Q: On the carbon policy side, major reforms have been introduced by the Australian government. How is this impacting development of your business opportunities?
A: The Safeguard Mechanism makes it very clear what we need to do to reduce our emissions. So we need to look at what technical abatement options there may be available to us to achieve those reductions. And if we can't do that, then the opportunity is to use carbon offsets. So, we could get deeply philosophical about policy positions between the carrot and the stick. It's more of the stick approach here, but it does provide good clarity. Chevron was supportive of the Safeguard Mechanism. We do have some concerns around longer-term access to carbon offsets. Our preference would have been for the Safeguard Mechanism to be open to using international offsets along with Australian Carbon Credit Units.
Q: Did the restrictions on use of carbon offsets accelerate the pace at which Chevron is planning to invest in this space?
A: It hasn't accelerated it.

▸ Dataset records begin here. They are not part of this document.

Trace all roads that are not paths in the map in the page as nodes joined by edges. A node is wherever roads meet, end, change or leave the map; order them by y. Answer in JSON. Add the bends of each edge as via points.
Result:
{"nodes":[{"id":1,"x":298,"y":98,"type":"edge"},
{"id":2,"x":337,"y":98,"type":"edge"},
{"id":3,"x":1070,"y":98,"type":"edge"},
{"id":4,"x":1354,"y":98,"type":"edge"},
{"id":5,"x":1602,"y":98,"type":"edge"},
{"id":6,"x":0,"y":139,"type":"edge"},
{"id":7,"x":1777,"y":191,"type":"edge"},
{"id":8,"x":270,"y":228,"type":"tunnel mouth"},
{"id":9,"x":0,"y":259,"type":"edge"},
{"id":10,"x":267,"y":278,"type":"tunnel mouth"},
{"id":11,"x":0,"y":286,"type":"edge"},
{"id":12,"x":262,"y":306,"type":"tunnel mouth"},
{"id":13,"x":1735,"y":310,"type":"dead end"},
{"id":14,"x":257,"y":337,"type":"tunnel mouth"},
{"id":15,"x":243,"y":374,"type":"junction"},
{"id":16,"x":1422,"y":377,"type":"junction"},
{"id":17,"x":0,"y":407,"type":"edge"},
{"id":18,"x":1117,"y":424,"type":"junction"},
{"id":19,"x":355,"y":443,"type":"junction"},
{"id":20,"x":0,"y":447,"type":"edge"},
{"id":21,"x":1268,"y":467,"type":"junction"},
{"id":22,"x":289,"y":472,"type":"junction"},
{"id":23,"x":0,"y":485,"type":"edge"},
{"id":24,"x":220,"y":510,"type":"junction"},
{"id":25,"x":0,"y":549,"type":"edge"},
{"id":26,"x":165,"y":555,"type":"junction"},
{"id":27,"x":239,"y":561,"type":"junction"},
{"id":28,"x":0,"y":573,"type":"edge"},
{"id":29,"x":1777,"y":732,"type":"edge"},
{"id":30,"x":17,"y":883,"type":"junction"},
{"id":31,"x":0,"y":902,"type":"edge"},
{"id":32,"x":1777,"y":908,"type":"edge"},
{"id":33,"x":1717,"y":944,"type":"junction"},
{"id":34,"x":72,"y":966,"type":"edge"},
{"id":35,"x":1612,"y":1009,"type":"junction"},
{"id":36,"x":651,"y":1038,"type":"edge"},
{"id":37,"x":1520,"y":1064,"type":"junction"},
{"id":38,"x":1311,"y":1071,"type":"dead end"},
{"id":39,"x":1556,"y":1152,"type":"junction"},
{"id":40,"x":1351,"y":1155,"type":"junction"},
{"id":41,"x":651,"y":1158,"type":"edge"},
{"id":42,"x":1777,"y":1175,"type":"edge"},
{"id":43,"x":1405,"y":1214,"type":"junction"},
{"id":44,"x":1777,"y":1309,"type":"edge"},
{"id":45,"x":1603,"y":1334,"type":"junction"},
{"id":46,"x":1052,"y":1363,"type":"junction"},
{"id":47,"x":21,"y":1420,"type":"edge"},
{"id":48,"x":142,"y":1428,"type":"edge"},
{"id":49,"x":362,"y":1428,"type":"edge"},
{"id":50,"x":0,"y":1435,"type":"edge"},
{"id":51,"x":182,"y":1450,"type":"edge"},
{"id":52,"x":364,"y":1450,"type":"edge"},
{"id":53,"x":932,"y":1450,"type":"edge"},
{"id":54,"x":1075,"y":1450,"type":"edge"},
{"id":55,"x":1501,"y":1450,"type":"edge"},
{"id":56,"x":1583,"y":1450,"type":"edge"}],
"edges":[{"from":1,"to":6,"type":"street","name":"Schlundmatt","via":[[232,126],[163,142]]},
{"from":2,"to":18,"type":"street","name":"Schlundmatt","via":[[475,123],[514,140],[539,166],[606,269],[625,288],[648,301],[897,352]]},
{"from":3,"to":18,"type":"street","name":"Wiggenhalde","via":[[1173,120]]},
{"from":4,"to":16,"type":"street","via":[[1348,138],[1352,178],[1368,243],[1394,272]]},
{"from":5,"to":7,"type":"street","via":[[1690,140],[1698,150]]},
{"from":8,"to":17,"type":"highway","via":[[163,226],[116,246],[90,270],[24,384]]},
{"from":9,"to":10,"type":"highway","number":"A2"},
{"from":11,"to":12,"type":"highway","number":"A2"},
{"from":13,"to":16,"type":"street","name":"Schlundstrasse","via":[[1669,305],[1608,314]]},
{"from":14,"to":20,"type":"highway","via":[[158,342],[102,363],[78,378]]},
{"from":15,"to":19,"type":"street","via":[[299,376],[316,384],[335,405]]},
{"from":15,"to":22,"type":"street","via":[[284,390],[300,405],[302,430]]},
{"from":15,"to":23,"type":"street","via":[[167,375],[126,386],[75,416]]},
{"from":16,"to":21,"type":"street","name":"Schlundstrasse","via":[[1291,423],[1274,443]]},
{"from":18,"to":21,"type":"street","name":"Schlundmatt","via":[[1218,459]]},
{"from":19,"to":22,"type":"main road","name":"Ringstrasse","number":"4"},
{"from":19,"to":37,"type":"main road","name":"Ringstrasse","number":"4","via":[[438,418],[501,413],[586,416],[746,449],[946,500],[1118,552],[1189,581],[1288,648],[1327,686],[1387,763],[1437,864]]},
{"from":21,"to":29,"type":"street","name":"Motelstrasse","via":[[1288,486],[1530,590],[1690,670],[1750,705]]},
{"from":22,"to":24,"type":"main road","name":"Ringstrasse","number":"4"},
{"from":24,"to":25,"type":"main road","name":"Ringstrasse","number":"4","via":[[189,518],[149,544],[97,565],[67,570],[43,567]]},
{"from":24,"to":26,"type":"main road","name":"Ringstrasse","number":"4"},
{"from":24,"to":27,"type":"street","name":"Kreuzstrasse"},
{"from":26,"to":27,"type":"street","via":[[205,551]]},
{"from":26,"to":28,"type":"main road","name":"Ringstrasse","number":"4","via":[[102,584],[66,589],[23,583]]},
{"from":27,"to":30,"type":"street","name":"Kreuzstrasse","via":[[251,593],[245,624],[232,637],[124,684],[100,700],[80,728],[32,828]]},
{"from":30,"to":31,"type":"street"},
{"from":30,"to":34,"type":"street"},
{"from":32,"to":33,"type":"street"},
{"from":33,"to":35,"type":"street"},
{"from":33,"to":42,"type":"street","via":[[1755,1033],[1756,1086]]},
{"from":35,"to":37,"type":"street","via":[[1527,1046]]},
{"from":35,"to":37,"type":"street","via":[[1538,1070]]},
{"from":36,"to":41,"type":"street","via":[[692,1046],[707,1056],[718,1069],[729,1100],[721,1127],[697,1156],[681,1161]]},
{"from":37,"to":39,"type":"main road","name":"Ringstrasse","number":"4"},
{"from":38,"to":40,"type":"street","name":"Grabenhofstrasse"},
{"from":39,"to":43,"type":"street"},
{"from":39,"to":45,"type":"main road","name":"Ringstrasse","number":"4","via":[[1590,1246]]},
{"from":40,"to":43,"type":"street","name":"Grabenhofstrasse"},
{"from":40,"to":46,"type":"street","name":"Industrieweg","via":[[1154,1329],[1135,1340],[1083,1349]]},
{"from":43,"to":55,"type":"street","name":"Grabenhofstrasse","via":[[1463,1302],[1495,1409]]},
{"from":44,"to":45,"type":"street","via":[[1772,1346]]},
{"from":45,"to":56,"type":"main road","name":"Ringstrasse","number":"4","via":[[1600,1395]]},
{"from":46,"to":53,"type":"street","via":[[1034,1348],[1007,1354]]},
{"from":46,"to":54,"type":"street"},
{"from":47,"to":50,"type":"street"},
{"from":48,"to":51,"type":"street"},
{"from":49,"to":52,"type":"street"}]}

Offsets are always going to be a key part of our business going forward. Even with great technical abatement, there are parts of our emissions that will be very hard to technically abate. We have been trying to be more active in the offset space for quite some time. So the Safeguard Mechanism does maybe heighten that, but the announcements that you'll hopefully see in the coming weeks or months really predate the Safeguard Mechanism changes quite significantly.
Q: Chevron is planning major drilling work work to increase the amount of CO2 stored underground at Gorgon. Can you share more details about this project?
A: The Gorgon CCS is working. It is not where we want it to be, but we are planning to take a first final investment decision in the second half of this year as part of a two-step process to get our rates to, or close to the 4 million tons per year that it was designed to take. When we take that investment decision, we will be better placed to say what the dollars will be because the project teams are still working on it. In the first stage we're going to drill some additional wells and recomplete existing water wells. The reason it's two phases is around the challenges of getting environmental permits to do work on Barrow Island, which is a Class A nature reserve. The first tranche of work is something we can do relatively easily within our existing permits. For the second tranche, we will need to procure additional permits.